Helja se mit à rire aux éclats, se balançant sur sa chaise. Autour d'elle, Charlie et Bastet ne s'expliquaient pas trop la situation. L'indignation se lisait sur le visage de la reine Missélia et les gardes, le regard fixe et les mains prêtes à dégainer, attendaient ses instructions.
— Vous ne comprenez pas, lui assura alors Helja. Le roi a un fils et s'il disparaît, c'est lui qui deviendra le prochain roi. Et les êtres magiques ne pourront pas plus quitter la ville qu'avant. Ils seront toujours chassés et tués. Gargoth n'est qu'un pion. Si nous voulons pouvoir vivre en toute liberté à la surface, nous devons éradiquer l'espèce humaine.
À ces mots, Charlie remua beaucoup trop sur sa chaise et la reine la regarda avec insistance.
— Mais c'est impossible, continua Helja qui tenta de reporter l'attention sur elle. Nous ne pouvons pas, ils sont beaucoup trop nombreux maintenant.
— J'ai bien peur que vous ayez pris des conclusions beaucoup trop hâtives mademoiselle Helja. Croyez-vous que j'ignore tout ce que vous avez dit ? J'ai un plan qui fonctionnera. Je vous demande simplement de tuer le roi, le reste, je m'en occupe.
— Et pourquoi c'est à moi de me farcir le sale boulot ? La ville souterraine regorge de sorcières et de créatures assoiffées de sang. Envoyez-les ! Pas moi !
— Parce qu'en cas d'échec, nous n'aurons pas de lourdes pertes à déplorer. Votre vie m'importe peu Helja.
— Très bien. Et si je refuse de vous obéir ? objecta-t-elle.
— Je ne pense pas que vous soyez en position de négocier, répondit la reine d'un ton supérieur, ses mains posées à plat sur le bureau.
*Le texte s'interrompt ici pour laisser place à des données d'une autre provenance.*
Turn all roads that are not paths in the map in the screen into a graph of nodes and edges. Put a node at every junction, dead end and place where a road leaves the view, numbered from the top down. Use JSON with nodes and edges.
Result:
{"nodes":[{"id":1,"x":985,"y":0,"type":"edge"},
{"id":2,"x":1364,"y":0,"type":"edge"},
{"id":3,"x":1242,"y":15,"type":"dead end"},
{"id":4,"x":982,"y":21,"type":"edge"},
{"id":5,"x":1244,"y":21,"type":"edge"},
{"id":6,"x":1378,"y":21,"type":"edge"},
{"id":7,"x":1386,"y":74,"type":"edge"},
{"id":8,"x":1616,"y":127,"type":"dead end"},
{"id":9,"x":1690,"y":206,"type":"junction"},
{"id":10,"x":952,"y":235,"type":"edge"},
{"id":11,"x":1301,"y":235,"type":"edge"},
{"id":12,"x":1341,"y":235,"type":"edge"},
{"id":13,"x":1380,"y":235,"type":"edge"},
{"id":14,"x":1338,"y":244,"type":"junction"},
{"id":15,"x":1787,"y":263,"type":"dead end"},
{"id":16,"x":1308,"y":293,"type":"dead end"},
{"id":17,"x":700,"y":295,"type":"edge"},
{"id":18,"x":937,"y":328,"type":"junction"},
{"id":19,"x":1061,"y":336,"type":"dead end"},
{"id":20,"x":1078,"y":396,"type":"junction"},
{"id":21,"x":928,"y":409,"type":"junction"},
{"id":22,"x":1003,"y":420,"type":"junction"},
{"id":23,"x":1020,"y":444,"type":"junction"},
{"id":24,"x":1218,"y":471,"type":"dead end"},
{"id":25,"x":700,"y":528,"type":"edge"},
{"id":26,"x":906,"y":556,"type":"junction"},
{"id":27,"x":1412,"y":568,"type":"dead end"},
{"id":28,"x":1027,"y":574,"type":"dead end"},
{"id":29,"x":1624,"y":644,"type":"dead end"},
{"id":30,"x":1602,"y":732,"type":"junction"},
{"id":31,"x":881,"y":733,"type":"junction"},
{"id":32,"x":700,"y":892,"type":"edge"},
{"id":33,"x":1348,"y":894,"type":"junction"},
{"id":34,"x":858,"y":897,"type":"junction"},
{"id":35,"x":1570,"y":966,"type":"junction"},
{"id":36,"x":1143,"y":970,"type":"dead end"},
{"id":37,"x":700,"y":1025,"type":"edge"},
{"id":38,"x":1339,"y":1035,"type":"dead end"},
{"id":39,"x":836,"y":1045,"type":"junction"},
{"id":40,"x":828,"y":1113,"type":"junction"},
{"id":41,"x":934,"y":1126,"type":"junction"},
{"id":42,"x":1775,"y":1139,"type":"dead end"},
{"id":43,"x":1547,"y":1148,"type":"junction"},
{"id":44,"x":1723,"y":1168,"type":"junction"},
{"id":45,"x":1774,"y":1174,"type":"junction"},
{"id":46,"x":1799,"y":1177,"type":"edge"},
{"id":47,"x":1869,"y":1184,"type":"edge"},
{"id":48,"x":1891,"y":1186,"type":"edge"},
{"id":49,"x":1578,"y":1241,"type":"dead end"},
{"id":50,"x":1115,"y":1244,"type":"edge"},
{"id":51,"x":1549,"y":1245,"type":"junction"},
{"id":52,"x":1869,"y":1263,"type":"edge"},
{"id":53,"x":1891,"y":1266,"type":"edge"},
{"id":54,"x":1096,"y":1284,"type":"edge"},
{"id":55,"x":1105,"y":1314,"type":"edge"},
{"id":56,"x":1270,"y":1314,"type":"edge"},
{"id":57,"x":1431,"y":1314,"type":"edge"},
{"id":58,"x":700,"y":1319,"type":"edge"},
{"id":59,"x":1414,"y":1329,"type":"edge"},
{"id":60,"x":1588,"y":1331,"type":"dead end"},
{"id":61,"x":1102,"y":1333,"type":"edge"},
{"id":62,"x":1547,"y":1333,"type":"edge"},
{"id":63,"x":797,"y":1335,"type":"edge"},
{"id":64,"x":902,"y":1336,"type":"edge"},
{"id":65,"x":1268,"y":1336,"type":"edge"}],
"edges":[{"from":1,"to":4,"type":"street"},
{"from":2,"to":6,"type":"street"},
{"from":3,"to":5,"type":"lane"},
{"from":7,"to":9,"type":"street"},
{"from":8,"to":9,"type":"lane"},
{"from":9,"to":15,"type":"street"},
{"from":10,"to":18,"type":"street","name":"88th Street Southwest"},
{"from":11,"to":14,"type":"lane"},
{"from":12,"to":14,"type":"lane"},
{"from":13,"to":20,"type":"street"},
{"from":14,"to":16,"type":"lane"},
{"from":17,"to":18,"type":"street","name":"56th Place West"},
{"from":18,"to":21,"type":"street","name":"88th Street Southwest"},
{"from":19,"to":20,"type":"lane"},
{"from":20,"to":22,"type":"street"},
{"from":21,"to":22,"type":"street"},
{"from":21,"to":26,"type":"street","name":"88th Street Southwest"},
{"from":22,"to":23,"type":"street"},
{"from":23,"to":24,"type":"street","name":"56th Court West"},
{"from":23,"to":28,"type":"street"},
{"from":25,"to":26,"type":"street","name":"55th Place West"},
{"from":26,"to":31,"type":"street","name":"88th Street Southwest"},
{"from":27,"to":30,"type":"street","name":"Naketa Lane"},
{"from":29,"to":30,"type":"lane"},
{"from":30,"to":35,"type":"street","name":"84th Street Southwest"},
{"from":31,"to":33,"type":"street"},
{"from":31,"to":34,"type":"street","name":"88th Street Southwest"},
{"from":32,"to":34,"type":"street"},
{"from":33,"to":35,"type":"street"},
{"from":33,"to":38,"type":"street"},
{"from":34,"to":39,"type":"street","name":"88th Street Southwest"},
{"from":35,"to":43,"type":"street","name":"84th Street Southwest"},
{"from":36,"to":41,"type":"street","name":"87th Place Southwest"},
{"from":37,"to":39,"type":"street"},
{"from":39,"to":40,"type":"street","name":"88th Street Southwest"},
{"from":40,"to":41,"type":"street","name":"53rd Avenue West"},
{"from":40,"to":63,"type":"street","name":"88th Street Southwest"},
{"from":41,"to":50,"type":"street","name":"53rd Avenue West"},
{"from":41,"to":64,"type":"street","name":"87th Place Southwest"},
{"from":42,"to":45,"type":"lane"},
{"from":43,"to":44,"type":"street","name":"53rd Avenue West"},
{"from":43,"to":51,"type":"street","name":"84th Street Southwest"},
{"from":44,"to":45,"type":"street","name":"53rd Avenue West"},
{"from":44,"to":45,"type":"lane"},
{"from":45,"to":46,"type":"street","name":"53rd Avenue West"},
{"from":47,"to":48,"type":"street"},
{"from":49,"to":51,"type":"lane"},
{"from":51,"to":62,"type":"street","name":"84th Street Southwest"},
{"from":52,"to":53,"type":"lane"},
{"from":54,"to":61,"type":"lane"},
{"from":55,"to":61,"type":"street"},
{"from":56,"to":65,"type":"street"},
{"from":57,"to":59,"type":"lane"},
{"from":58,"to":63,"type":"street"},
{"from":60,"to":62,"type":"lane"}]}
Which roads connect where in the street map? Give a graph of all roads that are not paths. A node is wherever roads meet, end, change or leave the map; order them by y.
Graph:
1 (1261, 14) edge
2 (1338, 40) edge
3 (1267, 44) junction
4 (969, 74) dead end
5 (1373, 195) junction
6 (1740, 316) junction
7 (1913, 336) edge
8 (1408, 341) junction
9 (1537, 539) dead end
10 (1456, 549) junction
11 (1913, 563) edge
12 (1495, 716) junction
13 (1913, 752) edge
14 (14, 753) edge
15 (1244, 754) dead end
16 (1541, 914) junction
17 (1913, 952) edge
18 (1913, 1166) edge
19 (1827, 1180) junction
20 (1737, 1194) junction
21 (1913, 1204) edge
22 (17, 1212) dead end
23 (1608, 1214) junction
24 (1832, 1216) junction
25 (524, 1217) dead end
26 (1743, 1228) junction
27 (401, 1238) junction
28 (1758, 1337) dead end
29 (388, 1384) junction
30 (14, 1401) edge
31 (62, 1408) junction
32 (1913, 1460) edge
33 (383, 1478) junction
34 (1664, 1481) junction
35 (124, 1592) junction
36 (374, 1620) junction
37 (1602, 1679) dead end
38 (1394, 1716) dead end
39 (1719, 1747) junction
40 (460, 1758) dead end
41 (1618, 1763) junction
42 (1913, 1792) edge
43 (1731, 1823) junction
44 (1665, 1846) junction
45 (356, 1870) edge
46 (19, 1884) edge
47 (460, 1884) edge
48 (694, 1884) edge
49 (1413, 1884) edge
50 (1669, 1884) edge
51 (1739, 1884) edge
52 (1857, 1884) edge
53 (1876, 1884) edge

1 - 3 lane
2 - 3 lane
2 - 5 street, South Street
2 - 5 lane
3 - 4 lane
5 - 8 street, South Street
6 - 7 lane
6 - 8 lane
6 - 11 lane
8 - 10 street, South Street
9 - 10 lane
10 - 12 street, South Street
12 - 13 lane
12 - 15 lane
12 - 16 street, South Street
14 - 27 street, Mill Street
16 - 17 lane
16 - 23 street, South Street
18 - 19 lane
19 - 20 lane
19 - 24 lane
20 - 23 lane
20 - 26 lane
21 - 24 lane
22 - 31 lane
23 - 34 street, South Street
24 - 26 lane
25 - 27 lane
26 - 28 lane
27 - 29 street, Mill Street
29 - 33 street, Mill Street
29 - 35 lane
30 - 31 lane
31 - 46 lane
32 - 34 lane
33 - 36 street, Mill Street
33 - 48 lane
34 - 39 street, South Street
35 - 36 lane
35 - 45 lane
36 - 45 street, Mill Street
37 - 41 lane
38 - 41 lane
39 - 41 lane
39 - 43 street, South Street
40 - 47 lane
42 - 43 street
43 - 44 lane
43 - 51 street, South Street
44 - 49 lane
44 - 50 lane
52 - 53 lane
Soit vous acceptez ma mission, soit nous serons obligés de nous débarrasser de vous, ce qui serait fort...
Elle la dévisagea de haut en bas.
— Regrettable, termina-t-elle un sourcils levé.
Pour la troisième fois, Helja regarda l'étrange sablier puis elle tourna la tête vers la souveraine.
— Bien, si je n'ai pas le choix alors.
— Parfait ! Des espions suivent Gargoth à la trace depuis deux jours et nous savons donc avec certitude qu'il approche de Burdig, mais nous ignorons pourquoi. Nous vous affréterons à vous et vos, compagnons, expliqua-t-elle en jugeant Charlie et Bastet, un moyen de transport qui vous permettra d'arriver rapidement à lui sans risquer de compromettre la ville. Veuillez nous rejoindre à l'entrée du château dès demain à neuf heures. En attendant, prenez ceci, Missélia tendit un morceau de parchemin entièrement noir. C'est un sceau royal. Avec, vous pourrez acheter tout ce dont vous aurez besoin pour votre mission. Maintenant, la reine souterraine se leva, je vous dis à demain.
Les gardes accompagnèrent Helja, Charlie et Bastet vers la sortie. Lorsque la sorcière se retourna, elle vit la femme retirer sa robe, déployant une paire d'ailes resplendissantes, translucides et étincelantes à la lueur des flammes émeraudes. Quand la porte se ferma, l'eau du bain se mit à couler plus fort encore.
Helja marcha à travers les nombreux couloirs recouverts de carrelage obscur. Finalement, elle trouvait que tout s'était plutôt bien passé puisqu'elle pourrait acquérir gratuitement tout ce dont elle rêvait, aurait à sa disposition un moyen d'arriver rapidement au roi, et tout cela en échange d'un meurtre qu'elle comptait déjà commettre. Sa vengeance n'en serait que plus facile.